Quelle étrange reproche! Dans notre métier, seul l'âge apporte une certaine maturité, le critique apprend en dégustant, il forme son goût, il prend de la bouteille, comme un bon vin.
Seule cette maturité lui permet de ne pas tomber dans les écueils de la jeunesse qui ont pour nom la mode et l'outrance.
Cent fois sur votre langue repassez le breuvage...
La mode, parce que sans recul, on s'enthousiasme facilement pour les faux dieux du vin qui éclosent tous les 5-10 ans. Le boisé, le doux, l'alcooleux, puis le sec, le non boisé, le léger, le minéral, que sais-je encore?
L'outrance, parce qu'on a tôt fait de rejeter ce qu'on ne comprend pas. Ainsi, moi qui vous parle, il m'a fallu attendre mes 35 ans pour commencer à comprendre le monde des vins oxydatifs. Et je n'ai pas fini d'apprendre.
Alors si c'est écrire vieux que d'écrire précis et argumenté, je préfère encore ça que d'écrire mode, expéditif et superficiel. Je reste persuadé qu'un bon article, c'est d'abord une bonne maîtrise du sujet, de son contexte, et que le style, c'est l'homme.

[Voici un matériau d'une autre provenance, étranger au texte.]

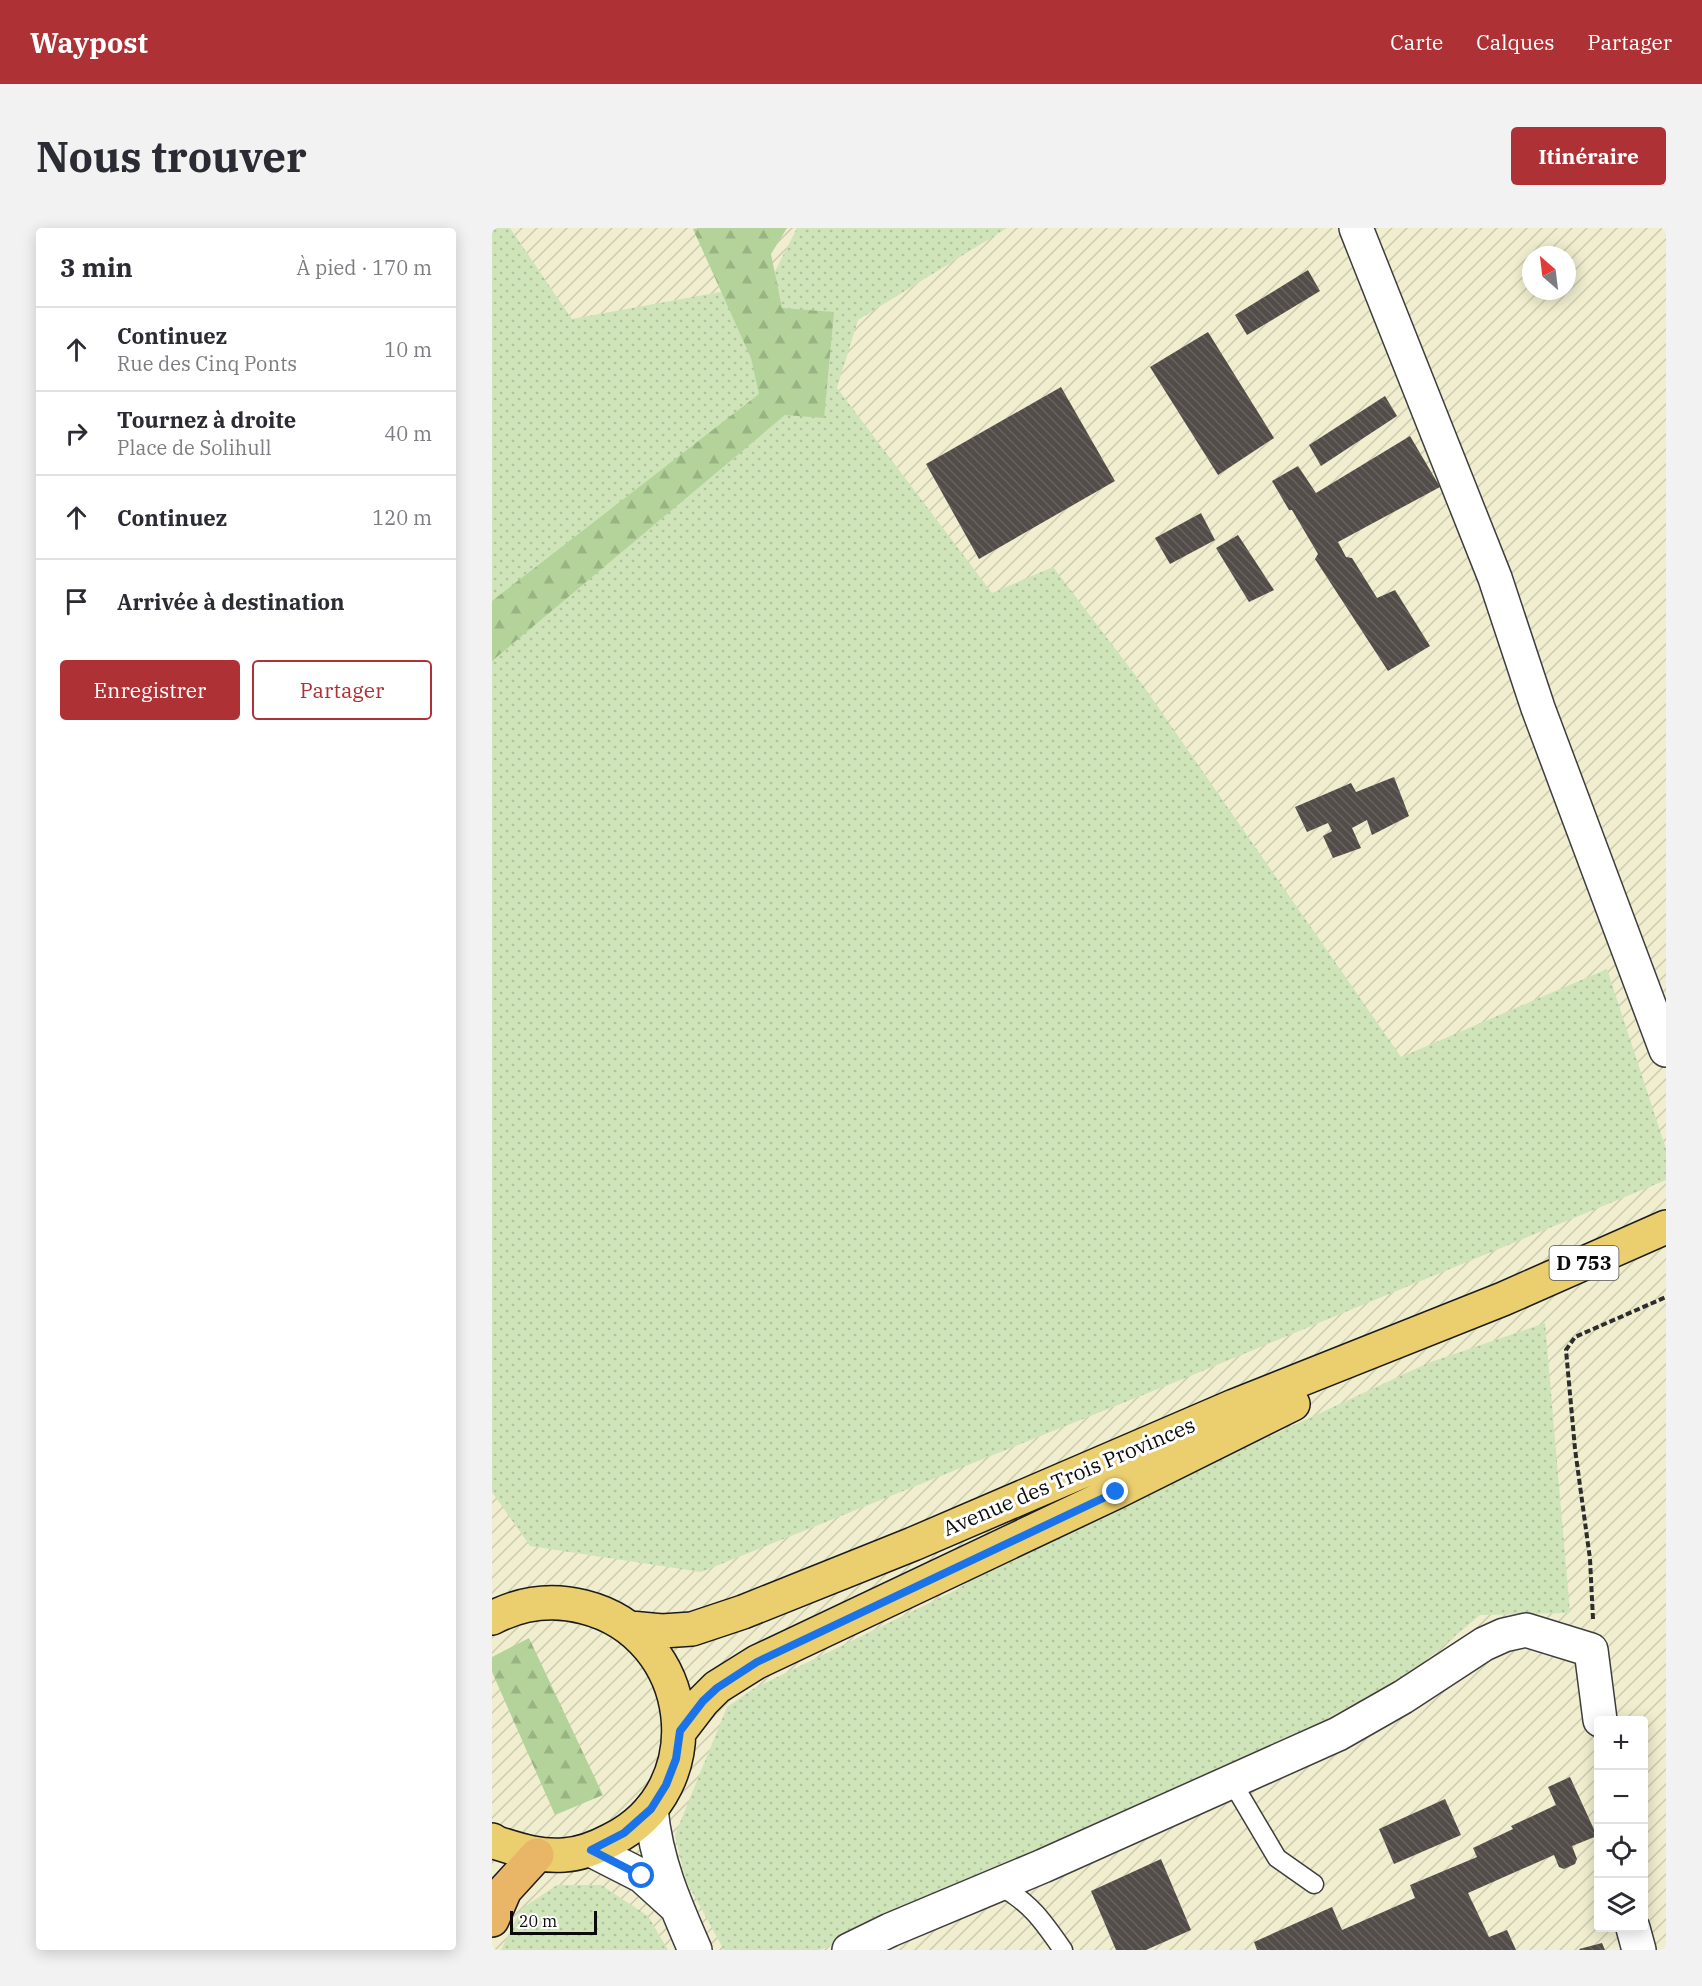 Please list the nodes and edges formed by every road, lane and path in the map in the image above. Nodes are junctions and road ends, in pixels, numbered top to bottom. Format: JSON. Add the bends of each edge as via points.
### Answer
{"nodes":[{"id":1,"x":1356,"y":228,"type":"edge"},
{"id":2,"x":1666,"y":1050,"type":"edge"},
{"id":3,"x":1666,"y":1227,"type":"edge"},
{"id":4,"x":1666,"y":1297,"type":"edge"},
{"id":5,"x":1503,"y":1299,"type":"junction"},
{"id":6,"x":495,"y":1609,"type":"edge"},
{"id":7,"x":630,"y":1628,"type":"junction"},
{"id":8,"x":1591,"y":1650,"type":"junction"},
{"id":9,"x":1599,"y":1716,"type":"edge"},
{"id":10,"x":680,"y":1731,"type":"junction"},
{"id":11,"x":1232,"y":1782,"type":"junction"},
{"id":12,"x":651,"y":1809,"type":"junction"},
{"id":13,"x":492,"y":1840,"type":"edge"},
{"id":14,"x":591,"y":1850,"type":"junction"},
{"id":15,"x":537,"y":1855,"type":"junction"},
{"id":16,"x":1314,"y":1884,"type":"dead end"},
{"id":17,"x":998,"y":1885,"type":"junction"},
{"id":18,"x":676,"y":1906,"type":"junction"},
{"id":19,"x":492,"y":1920,"type":"edge"},
{"id":20,"x":1634,"y":1932,"type":"edge"},
{"id":21,"x":695,"y":1950,"type":"edge"},
{"id":22,"x":849,"y":1950,"type":"edge"},
{"id":23,"x":1063,"y":1950,"type":"edge"},
{"id":24,"x":1639,"y":1950,"type":"edge"}],
"edges":[{"from":1,"to":2,"type":"street","via":[[1495,578],[1538,708]]},
{"from":3,"to":5,"type":"main road","name":"Avenue des Trois Provinces","number":"D 753"},
{"from":4,"to":8,"type":"path","via":[[1575,1337],[1566,1350],[1590,1559],[1594,1609]]},
{"from":5,"to":7,"type":"main road","name":"Avenue des Trois Provinces","number":"D 753","via":[[1234,1406],[913,1544],[743,1612],[692,1629]]},
{"from":5,"to":10,"type":"main road","name":"Avenue des Trois Provinces","number":"D 753","via":[[1116,1492],[757,1662],[717,1688]]},
{"from":6,"to":7,"type":"main road","via":[[568,1603],[600,1611]]},
{"from":7,"to":10,"type":"main road","via":[[651,1649],[667,1674],[677,1702]]},
{"from":8,"to":9,"type":"street"},
{"from":8,"to":11,"type":"street","via":[[1526,1630],[1504,1635],[1338,1734]]},
{"from":10,"to":12,"type":"main road","via":[[676,1759]]},
{"from":11,"to":16,"type":"lane","via":[[1277,1857]]},
{"from":11,"to":17,"type":"street"},
{"from":12,"to":14,"type":"main road","via":[[624,1833]]},
{"from":12,"to":18,"type":"street","via":[[656,1846]]},
{"from":13,"to":15,"type":"main road"},
{"from":14,"to":15,"type":"main road"},
{"from":14,"to":18,"type":"street","via":[[642,1876]]},
{"from":15,"to":19,"type":"highway","via":[[505,1890]]},
{"from":17,"to":22,"type":"street"},
{"from":17,"to":23,"type":"lane","via":[[1018,1895]]},
{"from":18,"to":21,"type":"street"},
{"from":20,"to":24,"type":"street"}]}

Je suis du temps des plumes sergent-major (OK, la fin, j'ai pu passer au Bic assez rapidement). Pas de celui des textos. Et je m'en flatte.
Quand je lis les dossiers de certains blancs-becs, si sûrs d'eux et de leurs comparaisons à l'emporte-pièce, je me dis que le temps va passer, la poussière se déposer sur leurs pages. Et que si, dans 50 ans, on lira encore la prose d'un Dumay et d'un Chauvet, ou même celle de mon copain, la leur sera oubliée dans deux. C'est d'ailleurs tout le mal que je leur souhaite pour qu'ils puissent continuer leur carrière...
Je n'ai pas tout à fait l'âge d'être un vieux con, mais ça vient doucement. Alors autant que vous vous y fassiez... ou que vous changiez de blog.